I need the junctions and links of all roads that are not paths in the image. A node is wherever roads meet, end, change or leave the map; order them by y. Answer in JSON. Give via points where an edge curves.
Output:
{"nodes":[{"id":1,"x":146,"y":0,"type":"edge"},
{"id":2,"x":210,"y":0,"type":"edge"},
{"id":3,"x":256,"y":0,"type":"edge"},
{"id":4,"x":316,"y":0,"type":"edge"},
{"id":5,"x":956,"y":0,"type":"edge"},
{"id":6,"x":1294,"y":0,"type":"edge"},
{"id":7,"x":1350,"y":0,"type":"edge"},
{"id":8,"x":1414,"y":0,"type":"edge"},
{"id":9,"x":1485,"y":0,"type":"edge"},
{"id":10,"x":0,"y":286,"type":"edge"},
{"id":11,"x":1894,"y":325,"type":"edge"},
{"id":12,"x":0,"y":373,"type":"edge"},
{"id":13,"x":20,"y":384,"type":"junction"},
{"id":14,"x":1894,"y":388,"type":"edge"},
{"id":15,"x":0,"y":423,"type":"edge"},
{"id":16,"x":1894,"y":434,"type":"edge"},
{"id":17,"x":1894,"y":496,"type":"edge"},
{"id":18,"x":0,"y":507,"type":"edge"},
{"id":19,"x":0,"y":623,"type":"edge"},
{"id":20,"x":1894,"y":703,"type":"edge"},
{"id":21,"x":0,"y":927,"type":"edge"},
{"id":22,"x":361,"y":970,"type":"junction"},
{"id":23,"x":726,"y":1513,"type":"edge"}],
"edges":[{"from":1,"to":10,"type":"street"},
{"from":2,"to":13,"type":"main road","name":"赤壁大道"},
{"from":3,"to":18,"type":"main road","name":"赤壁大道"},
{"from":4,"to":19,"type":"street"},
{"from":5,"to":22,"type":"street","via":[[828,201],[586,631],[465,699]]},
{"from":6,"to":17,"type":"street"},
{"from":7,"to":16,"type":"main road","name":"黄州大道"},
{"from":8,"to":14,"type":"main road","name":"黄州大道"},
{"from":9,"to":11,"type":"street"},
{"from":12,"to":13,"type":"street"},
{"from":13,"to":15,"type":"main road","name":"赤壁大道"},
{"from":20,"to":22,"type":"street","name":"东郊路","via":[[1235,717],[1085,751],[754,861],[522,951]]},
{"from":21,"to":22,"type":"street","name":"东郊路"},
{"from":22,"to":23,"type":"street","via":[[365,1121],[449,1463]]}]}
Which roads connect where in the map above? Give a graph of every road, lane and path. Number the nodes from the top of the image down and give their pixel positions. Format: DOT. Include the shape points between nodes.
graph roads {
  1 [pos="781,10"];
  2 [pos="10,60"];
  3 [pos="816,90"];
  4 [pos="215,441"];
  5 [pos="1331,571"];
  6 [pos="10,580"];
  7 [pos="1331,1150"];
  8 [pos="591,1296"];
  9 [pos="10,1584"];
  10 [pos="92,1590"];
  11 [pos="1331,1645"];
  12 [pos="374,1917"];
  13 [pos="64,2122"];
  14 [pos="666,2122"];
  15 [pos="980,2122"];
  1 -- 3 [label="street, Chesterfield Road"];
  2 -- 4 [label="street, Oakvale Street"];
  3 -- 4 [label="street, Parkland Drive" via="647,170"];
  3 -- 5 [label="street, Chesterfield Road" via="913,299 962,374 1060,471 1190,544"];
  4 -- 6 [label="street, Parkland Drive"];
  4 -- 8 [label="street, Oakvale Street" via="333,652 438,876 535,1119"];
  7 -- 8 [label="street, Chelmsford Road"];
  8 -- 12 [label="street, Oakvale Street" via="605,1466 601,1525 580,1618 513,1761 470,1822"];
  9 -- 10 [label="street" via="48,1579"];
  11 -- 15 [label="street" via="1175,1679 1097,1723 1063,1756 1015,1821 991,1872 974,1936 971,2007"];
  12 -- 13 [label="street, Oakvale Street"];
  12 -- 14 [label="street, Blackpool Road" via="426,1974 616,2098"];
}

[ACTION ITEM]
For the word "黄州大道", return every line of the records that holds it.

[FINISHED TASK]
{"from":7,"to":16,"type":"main road","name":"黄州大道"},
{"from":8,"to":14,"type":"main road","name":"黄州大道"},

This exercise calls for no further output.